• REQUIRED ACTION: Return the records that follow, unchanged and complete.

• DATA FOR REVIEW:
================

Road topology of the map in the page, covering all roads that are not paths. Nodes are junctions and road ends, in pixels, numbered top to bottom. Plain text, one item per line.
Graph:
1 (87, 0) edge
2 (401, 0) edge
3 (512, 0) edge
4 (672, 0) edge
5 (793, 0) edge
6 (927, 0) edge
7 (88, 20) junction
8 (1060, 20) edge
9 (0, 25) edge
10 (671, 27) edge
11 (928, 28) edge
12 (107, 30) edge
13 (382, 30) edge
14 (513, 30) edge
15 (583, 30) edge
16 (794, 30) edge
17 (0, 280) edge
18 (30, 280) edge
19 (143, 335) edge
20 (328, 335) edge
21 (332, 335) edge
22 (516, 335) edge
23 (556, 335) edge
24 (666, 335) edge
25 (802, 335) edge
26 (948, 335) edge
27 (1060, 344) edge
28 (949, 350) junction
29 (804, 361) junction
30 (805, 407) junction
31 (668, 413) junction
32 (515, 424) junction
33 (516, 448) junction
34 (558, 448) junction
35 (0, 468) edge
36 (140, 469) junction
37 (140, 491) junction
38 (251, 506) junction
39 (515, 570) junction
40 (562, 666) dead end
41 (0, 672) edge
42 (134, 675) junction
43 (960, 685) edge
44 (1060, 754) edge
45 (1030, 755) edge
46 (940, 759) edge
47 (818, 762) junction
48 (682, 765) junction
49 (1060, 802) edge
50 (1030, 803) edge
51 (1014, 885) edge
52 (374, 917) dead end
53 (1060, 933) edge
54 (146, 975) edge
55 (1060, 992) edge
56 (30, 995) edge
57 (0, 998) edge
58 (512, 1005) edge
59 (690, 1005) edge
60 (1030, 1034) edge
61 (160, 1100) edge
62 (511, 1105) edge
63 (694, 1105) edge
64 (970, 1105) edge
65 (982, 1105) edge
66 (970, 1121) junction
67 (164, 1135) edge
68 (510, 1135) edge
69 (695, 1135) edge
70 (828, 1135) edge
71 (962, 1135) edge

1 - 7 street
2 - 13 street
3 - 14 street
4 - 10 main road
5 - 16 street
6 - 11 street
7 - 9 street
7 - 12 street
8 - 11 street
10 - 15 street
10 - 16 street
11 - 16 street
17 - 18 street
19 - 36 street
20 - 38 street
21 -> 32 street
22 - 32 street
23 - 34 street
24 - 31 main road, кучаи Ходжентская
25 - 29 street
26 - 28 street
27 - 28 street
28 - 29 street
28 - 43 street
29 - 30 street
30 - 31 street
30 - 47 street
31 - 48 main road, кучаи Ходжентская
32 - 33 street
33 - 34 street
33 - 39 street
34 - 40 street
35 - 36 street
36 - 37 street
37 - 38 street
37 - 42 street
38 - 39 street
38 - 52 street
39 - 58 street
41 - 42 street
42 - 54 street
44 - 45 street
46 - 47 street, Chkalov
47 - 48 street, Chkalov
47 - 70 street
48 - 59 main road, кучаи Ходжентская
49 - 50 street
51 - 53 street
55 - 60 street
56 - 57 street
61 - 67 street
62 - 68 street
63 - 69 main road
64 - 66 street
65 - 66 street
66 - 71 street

================

• COMPLETED EXERCISE:
Road topology of the map in the page, covering all roads that are not paths. Nodes are junctions and road ends, in pixels, numbered top to bottom. Plain text, one item per line.
Graph:
1 (87, 0) edge
2 (401, 0) edge
3 (512, 0) edge
4 (672, 0) edge
5 (793, 0) edge
6 (927, 0) edge
7 (88, 20) junction
8 (1060, 20) edge
9 (0, 25) edge
10 (671, 27) edge
11 (928, 28) edge
12 (107, 30) edge
13 (382, 30) edge
14 (513, 30) edge
15 (583, 30) edge
16 (794, 30) edge
17 (0, 280) edge
18 (30, 280) edge
19 (143, 335) edge
20 (328, 335) edge
21 (332, 335) edge
22 (516, 335) edge
23 (556, 335) edge
24 (666, 335) edge
25 (802, 335) edge
26 (948, 335) edge
27 (1060, 344) edge
28 (949, 350) junction
29 (804, 361) junction
30 (805, 407) junction
31 (668, 413) junction
32 (515, 424) junction
33 (516, 448) junction
34 (558, 448) junction
35 (0, 468) edge
36 (140, 469) junction
37 (140, 491) junction
38 (251, 506) junction
39 (515, 570) junction
40 (562, 666) dead end
41 (0, 672) edge
42 (134, 675) junction
43 (960, 685) edge
44 (1060, 754) edge
45 (1030, 755) edge
46 (940, 759) edge
47 (818, 762) junction
48 (682, 765) junction
49 (1060, 802) edge
50 (1030, 803) edge
51 (1014, 885) edge
52 (374, 917) dead end
53 (1060, 933) edge
54 (146, 975) edge
55 (1060, 992) edge
56 (30, 995) edge
57 (0, 998) edge
58 (512, 1005) edge
59 (690, 1005) edge
60 (1030, 1034) edge
61 (160, 1100) edge
62 (511, 1105) edge
63 (694, 1105) edge
64 (970, 1105) edge
65 (982, 1105) edge
66 (970, 1121) junction
67 (164, 1135) edge
68 (510, 1135) edge
69 (695, 1135) edge
70 (828, 1135) edge
71 (962, 1135) edge

1 - 7 street
2 - 13 street
3 - 14 street
4 - 10 main road
5 - 16 street
6 - 11 street
7 - 9 street
7 - 12 street
8 - 11 street
10 - 15 street
10 - 16 street
11 - 16 street
17 - 18 street
19 - 36 street
20 - 38 street
21 -> 32 street
22 - 32 street
23 - 34 street
24 - 31 main road, кучаи Ходжентская
25 - 29 street
26 - 28 street
27 - 28 street
28 - 29 street
28 - 43 street
29 - 30 street
30 - 31 street
30 - 47 street
31 - 48 main road, кучаи Ходжентская
32 - 33 street
33 - 34 street
33 - 39 street
34 - 40 street
35 - 36 street
36 - 37 street
37 - 38 street
37 - 42 street
38 - 39 street
38 - 52 street
39 - 58 street
41 - 42 street
42 - 54 street
44 - 45 street
46 - 47 street, Chkalov
47 - 48 street, Chkalov
47 - 70 street
48 - 59 main road, кучаи Ходжентская
49 - 50 street
51 - 53 street
55 - 60 street
56 - 57 street
61 - 67 street
62 - 68 street
63 - 69 main road
64 - 66 street
65 - 66 street
66 - 71 street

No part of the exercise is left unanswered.